We agree that accounting for cloud cover and shading when calculating the solar radiation descriptor will be a worthwhile addition to the next version of the dataset. However, this will require integration of additional data, such as cloud cover maps, which was beyond our intent for the current dataset. Here, the measure we aimed to calculate was the potential solar radiation at the resolution of the data set, i.e., 10 m x 10 m solely based on the source ALS data. Light is important for plant growth but we believe that in Denmark light availability is rather controlled by shadowing from other plants rather than from terrain. Like you mention, Denmark is a flat country where shadow effects at the scale of 10 m likely have relatively minor impact and mostly outside the growing season when the solar angle is lower. Therefore, the most notable influence of incident sunlight at the scale of our data set is likely the warming effect on the local climate, thereby impacting water dynamics and plant growth. Something we also observed in previous work (Moeslund et al. 2019 cited in the manuscript). We agree that “microclimate” does imply smaller scales than what we intended here. We have removed the reference to microclimate in the first sentence of the paragraph and provided some additional explanation on the descriptor.
Line 295-301: Incident solar radiation is a key parameter for plant growth as it represents the electromagnetic energy available to plants required for photosynthesis. However, in the comparatively flat country of Denmark, shading by other vegetation likely exerts a larger influence on photosynthetic activity than terrain related shading. Here, the impact of incident solar radiation on the local climate likely plays a more important role for determining plant growth due to its influence on drought/water dynamics (Moeslund et al., 2019).
>> Line 286: twi (also in Table 2); Line 287: TWI; be consistent.
In the case of the title of the subsection and the table, “twi” refers to the name of the descriptor. We decided to declare all descriptor names and associated folder & file names using lower case letters. Keeping the “twi” lowercase in these two instances is therefore done for consistency within the naming conventions of the dataset. We appreciate that this breaks with the convention of capitalising abbreviation and the common use of “TWI” as an acronym in the literature, but believe that in this case this is the way to go for internal consistency. However, we spotted a typo in the first sentence of the paragraph (topography spelled with a capital T, line 287 of original manuscript), which we have now corrected.
>> 3.5 Point-cloud derived variables
>> Lines 435 - 436: The way I understand the term „texture“, it is just other way (than vegetation density) to describe vegetation structure. So why should I worry about it, it is a property that this variable (vegetation density) should describe. Or did I misunderstand what you mean? Besides, do you have any reference that would support your statement that different canopies scatter light differently, causing lower or higher number of returns? Is it that significant difference that it is worthy to mention?
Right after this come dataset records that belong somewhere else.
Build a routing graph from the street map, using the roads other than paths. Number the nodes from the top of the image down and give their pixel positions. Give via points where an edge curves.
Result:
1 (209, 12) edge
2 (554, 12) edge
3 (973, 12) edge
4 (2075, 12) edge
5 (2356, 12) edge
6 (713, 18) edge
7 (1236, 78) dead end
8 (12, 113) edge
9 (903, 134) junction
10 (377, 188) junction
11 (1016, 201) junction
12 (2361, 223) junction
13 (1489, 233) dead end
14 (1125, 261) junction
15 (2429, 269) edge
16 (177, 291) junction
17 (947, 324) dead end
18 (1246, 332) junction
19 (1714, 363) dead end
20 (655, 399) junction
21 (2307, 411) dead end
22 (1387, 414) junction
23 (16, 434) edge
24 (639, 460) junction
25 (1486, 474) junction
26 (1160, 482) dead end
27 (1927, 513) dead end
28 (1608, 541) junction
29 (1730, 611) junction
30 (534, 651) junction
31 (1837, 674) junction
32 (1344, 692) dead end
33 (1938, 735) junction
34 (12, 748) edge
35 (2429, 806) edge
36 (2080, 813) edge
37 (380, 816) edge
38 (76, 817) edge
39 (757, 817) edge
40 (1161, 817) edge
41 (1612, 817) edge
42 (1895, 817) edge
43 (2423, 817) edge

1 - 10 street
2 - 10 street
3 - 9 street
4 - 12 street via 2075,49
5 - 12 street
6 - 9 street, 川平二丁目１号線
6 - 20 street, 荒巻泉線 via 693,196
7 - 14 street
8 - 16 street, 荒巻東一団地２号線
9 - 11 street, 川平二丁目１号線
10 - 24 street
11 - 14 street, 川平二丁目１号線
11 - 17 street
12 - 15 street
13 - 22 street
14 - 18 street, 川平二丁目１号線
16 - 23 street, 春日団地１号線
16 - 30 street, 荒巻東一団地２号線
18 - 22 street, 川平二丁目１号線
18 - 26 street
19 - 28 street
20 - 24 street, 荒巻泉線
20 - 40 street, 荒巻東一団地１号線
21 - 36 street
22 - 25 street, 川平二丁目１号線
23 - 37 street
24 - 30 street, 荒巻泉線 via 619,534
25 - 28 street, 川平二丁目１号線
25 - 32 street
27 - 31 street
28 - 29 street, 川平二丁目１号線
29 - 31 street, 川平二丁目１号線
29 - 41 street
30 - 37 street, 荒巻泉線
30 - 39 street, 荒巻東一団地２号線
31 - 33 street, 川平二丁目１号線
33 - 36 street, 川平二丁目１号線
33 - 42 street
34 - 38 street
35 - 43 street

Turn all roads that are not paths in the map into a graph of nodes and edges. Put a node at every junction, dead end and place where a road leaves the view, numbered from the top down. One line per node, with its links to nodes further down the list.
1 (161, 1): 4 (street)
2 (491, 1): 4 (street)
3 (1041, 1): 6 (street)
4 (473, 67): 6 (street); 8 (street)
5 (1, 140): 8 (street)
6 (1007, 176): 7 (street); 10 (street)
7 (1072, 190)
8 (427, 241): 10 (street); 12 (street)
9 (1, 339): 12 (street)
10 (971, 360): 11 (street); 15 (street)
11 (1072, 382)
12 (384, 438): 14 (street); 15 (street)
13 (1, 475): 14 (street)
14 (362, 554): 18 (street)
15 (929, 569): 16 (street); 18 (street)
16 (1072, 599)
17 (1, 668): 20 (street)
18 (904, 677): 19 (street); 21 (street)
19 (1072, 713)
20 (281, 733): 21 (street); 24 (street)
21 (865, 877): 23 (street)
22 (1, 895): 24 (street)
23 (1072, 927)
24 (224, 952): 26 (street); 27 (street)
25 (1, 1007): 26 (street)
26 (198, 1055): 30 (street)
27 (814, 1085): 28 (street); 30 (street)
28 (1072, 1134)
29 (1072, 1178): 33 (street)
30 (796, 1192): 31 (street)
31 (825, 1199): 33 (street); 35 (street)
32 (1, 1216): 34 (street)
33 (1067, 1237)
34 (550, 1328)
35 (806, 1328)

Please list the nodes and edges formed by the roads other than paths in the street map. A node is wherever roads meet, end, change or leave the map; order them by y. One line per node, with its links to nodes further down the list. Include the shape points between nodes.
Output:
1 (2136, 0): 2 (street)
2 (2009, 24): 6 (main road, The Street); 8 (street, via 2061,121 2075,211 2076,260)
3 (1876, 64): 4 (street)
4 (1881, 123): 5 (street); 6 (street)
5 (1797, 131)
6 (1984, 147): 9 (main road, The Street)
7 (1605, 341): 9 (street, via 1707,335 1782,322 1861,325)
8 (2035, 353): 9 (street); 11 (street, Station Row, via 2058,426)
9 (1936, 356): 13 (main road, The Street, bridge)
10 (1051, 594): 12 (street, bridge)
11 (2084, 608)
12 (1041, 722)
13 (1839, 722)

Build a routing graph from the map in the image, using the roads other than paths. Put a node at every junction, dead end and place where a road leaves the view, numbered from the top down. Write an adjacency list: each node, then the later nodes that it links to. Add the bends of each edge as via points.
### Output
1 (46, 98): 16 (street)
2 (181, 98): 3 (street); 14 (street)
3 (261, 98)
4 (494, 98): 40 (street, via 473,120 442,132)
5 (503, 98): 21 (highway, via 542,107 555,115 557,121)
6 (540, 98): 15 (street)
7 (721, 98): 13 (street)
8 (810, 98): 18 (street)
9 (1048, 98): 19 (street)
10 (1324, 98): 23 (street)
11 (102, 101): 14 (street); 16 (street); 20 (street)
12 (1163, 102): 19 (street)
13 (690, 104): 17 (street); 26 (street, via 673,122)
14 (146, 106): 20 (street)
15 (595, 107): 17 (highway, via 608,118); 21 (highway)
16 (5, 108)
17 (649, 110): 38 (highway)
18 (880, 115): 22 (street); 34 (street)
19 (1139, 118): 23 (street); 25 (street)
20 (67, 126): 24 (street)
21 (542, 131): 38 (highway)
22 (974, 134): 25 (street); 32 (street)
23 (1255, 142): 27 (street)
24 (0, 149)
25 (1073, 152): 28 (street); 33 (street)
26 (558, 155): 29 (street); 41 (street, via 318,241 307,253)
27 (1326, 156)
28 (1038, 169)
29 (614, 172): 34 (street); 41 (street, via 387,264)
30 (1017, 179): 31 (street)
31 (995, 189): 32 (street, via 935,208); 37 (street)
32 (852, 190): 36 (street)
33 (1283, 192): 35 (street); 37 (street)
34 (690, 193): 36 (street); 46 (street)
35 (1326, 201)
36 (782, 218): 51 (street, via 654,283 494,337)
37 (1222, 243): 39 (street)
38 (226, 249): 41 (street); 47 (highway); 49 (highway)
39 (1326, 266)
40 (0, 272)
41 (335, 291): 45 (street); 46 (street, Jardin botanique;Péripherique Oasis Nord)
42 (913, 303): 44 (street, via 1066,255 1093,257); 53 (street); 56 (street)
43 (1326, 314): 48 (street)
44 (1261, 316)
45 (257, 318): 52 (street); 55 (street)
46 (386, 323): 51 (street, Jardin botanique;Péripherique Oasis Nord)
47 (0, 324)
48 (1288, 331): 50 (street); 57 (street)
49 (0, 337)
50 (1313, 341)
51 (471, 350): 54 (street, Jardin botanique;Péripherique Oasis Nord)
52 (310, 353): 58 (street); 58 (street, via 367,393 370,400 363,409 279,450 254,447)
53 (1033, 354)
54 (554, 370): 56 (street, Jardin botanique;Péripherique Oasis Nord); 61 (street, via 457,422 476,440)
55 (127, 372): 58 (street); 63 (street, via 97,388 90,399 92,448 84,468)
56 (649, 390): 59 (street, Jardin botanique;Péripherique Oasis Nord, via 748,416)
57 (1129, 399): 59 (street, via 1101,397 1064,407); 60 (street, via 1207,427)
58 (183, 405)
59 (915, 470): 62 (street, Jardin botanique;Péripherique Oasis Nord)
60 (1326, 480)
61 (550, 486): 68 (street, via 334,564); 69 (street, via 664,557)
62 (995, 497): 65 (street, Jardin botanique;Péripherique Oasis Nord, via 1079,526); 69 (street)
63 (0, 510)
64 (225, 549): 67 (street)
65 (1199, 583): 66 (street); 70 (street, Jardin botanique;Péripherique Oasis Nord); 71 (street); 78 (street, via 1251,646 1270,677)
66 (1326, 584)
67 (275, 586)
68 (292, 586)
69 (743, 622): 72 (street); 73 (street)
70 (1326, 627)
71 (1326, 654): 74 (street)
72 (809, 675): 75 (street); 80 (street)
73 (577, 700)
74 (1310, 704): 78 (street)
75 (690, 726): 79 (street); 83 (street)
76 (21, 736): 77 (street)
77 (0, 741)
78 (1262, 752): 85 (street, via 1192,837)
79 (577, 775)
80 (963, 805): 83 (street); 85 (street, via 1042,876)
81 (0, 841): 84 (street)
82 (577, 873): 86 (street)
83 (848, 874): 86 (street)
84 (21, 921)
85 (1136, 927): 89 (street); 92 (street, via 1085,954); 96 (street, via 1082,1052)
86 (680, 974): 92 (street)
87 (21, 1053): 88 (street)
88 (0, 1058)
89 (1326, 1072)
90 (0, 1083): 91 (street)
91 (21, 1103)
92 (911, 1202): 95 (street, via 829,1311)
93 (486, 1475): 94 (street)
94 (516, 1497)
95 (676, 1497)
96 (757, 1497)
We agree with the Reviewer's comment that this sentence was not clear and mentioning texture in that context is redundant. We therefore skipped the “texture” part of this sentence which now reads:
Line 480-483: In addition to actual difference between vegetation density in a cell, the vegetation_density descriptor is also influenced by the canopy properties, e.g. a dense upper layer will prevent penetration of the light beam to lower layers or even the ground, and the points sources within a cell, e.g. multiple sources from different viewing angles provide a more complete estimate of the vegetation density.
>> Lines 449-460: Building proportion: Based on some random tile (which included only small buildings) I guess that what is classified as buildings are typically returns from the roofs (or are there also vertical walls represented)? Not sure, but maybe this should be also mentioned.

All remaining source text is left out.